_Given data_:

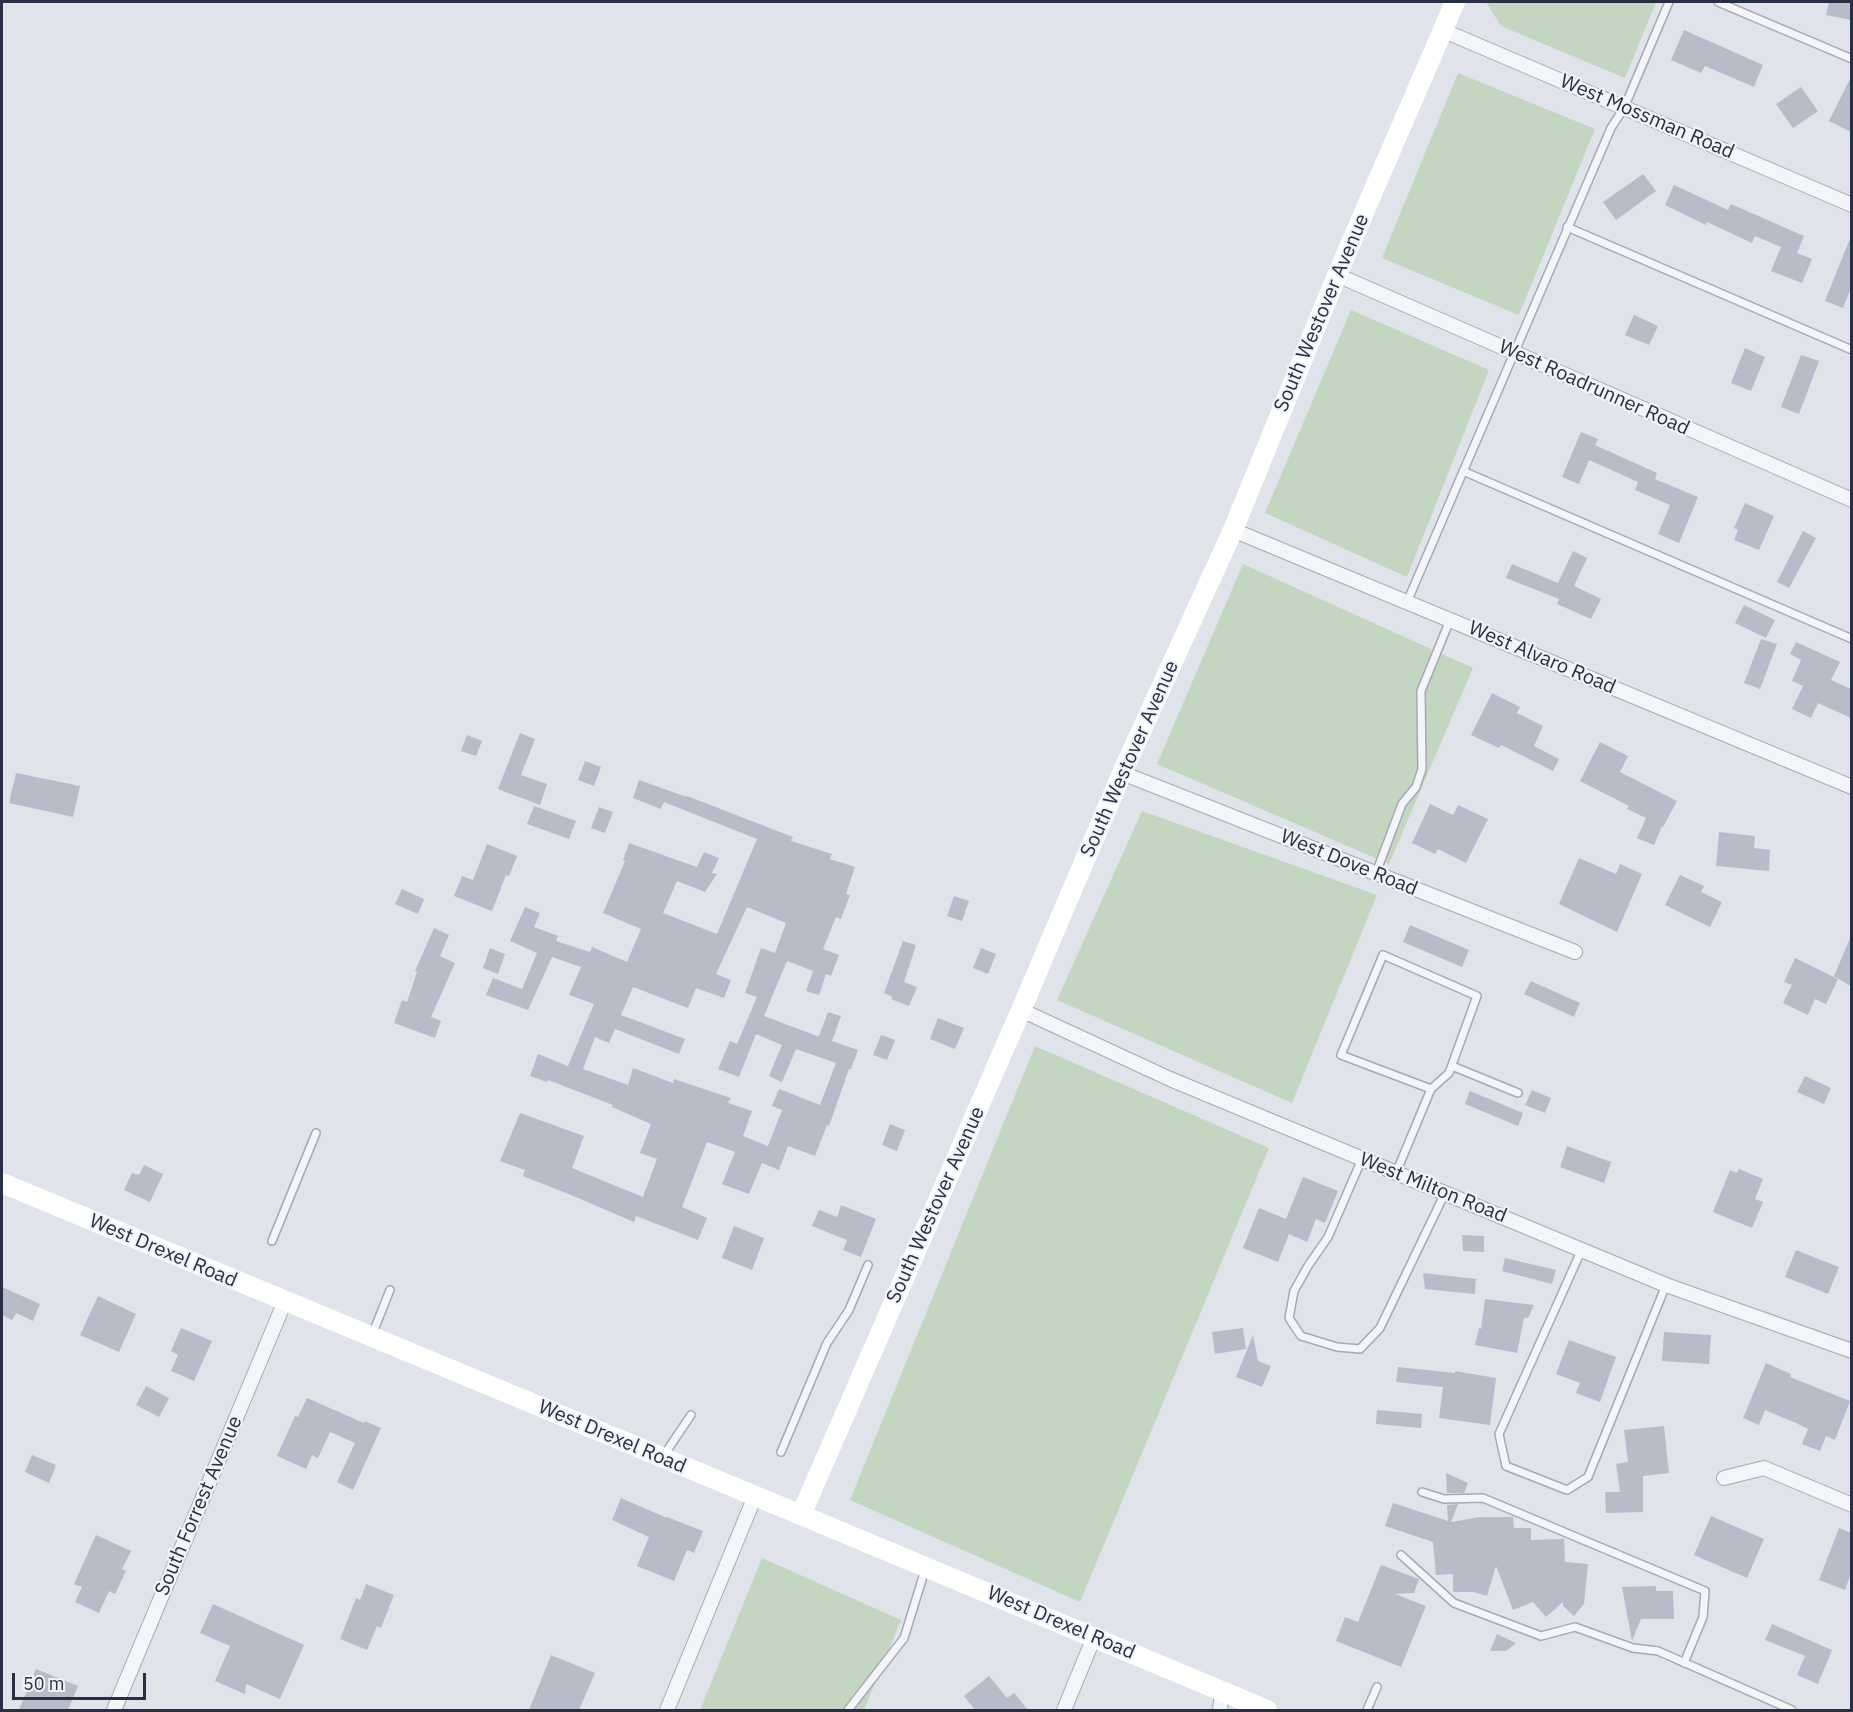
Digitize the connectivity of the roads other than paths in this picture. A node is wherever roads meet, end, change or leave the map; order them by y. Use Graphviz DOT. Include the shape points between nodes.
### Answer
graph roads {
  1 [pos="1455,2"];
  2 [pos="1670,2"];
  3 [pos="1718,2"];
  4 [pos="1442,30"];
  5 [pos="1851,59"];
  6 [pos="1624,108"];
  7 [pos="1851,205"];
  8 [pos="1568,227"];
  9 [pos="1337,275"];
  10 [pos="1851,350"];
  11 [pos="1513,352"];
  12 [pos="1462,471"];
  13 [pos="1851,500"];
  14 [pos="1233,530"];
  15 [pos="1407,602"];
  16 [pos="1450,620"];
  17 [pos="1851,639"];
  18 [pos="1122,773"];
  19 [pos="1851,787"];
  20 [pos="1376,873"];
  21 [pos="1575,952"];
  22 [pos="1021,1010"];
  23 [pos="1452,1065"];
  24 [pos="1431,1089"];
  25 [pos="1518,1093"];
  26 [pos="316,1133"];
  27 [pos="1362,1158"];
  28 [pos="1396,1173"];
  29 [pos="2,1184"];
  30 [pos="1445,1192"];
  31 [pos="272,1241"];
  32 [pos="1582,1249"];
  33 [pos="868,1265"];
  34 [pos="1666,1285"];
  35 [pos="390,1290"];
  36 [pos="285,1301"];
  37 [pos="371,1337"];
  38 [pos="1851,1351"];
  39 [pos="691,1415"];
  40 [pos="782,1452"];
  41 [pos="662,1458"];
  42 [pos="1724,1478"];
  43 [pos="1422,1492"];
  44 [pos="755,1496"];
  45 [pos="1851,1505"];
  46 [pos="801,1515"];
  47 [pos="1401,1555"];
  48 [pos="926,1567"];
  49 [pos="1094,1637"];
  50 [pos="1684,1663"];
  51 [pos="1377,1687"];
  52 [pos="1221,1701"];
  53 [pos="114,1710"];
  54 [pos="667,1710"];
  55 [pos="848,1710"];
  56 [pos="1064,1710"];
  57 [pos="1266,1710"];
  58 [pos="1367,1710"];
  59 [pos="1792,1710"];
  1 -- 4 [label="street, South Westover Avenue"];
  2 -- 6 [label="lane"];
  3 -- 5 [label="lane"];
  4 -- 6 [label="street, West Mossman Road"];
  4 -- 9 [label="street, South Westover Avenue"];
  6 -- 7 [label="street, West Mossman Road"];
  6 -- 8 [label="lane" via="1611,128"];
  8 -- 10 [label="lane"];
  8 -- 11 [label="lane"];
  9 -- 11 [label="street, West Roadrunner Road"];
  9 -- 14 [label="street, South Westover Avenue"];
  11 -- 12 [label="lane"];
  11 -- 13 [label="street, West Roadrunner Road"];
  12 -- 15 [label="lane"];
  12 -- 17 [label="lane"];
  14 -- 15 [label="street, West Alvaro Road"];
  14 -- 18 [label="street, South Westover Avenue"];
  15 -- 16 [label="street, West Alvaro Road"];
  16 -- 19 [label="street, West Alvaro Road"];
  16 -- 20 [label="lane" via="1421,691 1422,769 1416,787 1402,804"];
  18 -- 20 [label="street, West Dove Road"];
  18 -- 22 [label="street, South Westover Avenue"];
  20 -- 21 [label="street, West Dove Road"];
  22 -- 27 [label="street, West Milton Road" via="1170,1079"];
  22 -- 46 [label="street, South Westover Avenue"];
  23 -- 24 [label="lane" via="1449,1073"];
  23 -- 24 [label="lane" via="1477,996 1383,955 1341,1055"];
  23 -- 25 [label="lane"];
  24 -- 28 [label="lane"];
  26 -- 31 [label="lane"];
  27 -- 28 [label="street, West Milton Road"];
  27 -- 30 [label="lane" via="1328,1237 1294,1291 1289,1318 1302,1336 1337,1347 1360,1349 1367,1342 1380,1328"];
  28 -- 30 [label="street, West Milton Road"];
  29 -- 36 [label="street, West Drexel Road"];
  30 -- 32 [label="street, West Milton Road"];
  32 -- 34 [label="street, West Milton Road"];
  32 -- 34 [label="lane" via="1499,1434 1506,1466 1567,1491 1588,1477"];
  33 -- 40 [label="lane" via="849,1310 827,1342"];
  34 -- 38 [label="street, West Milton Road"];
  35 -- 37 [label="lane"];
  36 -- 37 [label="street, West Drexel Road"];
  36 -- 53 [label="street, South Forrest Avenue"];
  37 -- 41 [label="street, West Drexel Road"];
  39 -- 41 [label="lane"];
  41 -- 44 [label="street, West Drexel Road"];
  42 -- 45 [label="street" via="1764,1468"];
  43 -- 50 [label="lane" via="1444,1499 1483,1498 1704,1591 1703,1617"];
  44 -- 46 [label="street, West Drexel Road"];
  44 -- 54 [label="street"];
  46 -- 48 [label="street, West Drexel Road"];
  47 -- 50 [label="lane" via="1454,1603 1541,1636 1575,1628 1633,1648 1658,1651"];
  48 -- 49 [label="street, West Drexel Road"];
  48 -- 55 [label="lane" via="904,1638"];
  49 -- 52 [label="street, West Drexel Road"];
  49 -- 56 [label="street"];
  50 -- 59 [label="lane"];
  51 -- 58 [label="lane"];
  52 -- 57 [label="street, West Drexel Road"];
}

_Task instructions_: Filter the records for the string "Mossman" and copy every line that holds it.

_Written response_:
  4 -- 6 [label="street, West Mossman Road"];
  6 -- 7 [label="street, West Mossman Road"];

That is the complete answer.